Our book, Decision Science for Housing and Community Development: Localized and Evidence‐Based Responses to Distressed Housing and Blighted Communities, represents a breakthrough in the theory and practice of Operations Research/Management Science (OR/MS) by examining, testing and demonstrating the ways OR/MS can be applied to critical and vexing societal problems that are resistant to centrally developed solutions. These problems can only be solved by putting local communities at the center of the process. Our analysis uses a mixed-methods, community-engaged decision modeling approach to a contemporary issue in urban affairs: the late-2000s housing foreclosure crisis that resulted in losses of millions of homes and trillions of dollars in equity. This approach is unique in open literature regarding range of decision modeling strategies applied to a significant public-sector problem, and brings community-based operations research (CBOR) to the mainstream of OR/MS. It embodies a core value of cross-disciplinary collaboration that connects urban planning and urban affairs to practice, connects operations research and management science to housing and economic development, and enables analytic methods to provide real value to resource-constrained nonprofits.
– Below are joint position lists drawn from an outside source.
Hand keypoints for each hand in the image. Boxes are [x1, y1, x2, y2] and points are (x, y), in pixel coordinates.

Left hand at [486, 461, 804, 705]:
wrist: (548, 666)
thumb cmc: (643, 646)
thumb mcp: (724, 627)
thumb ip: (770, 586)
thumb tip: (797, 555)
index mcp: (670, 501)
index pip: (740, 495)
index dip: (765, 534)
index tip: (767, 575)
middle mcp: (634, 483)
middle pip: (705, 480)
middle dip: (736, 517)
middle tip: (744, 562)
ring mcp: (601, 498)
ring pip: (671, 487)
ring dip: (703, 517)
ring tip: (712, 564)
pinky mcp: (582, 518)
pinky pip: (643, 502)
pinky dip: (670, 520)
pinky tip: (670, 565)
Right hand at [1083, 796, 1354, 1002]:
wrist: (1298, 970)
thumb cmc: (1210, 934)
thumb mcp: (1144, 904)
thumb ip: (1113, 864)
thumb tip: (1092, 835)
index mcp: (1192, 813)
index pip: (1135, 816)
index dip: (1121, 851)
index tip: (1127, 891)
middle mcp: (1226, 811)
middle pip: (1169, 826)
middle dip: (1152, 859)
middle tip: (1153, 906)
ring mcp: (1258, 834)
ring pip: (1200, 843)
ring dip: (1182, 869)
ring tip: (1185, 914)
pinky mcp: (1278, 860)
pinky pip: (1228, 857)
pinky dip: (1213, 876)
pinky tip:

Description and downloads available at http://www.wiley.com/WileyCDA/
The recent housing foreclosure crisis has had devastating impacts on individuals, communities, organizations and government. In response, several community development corporations (CDCs) have sought new ways to assist neighborhoods suffering from the myriad effects of high foreclosures, including neighborhood instability, increased vandalism and crime, lower property values, and economic disinvestment. This research project is particularly interested in the activities of community-based organizations that acquire and redevelop foreclosed properties to support neighborhood stabilization and revitalization. However, the costs of pursuing this strategy far exceed the resources available to typical CDCs. Thus, this project seeks to solve the following decision problem: What subset of a large number of available foreclosed properties should be acquired for neighborhood stabilization and revitalization? What activities should be pursued with which properties, when should they be pursued, and to what degree? The decision models we intend to develop will yield acquisition policies that are more efficient, effective, and equitable for CDCs and their community residents. Our goal is to develop theory, models and methods that benefit from the knowledge of practitioners while providing practitioners with novel tools and perspectives that enable them to better achieve their organizations’ missions.
Our project began in August 2010 with funding from the National Science Foundation. Our work was completed in 2015, with the publication of Decision Science for Housing and Community Development: Localized and Evidence‐Based Responses to Distressed Housing and Blighted Communities, by John Wiley & Sons, Inc.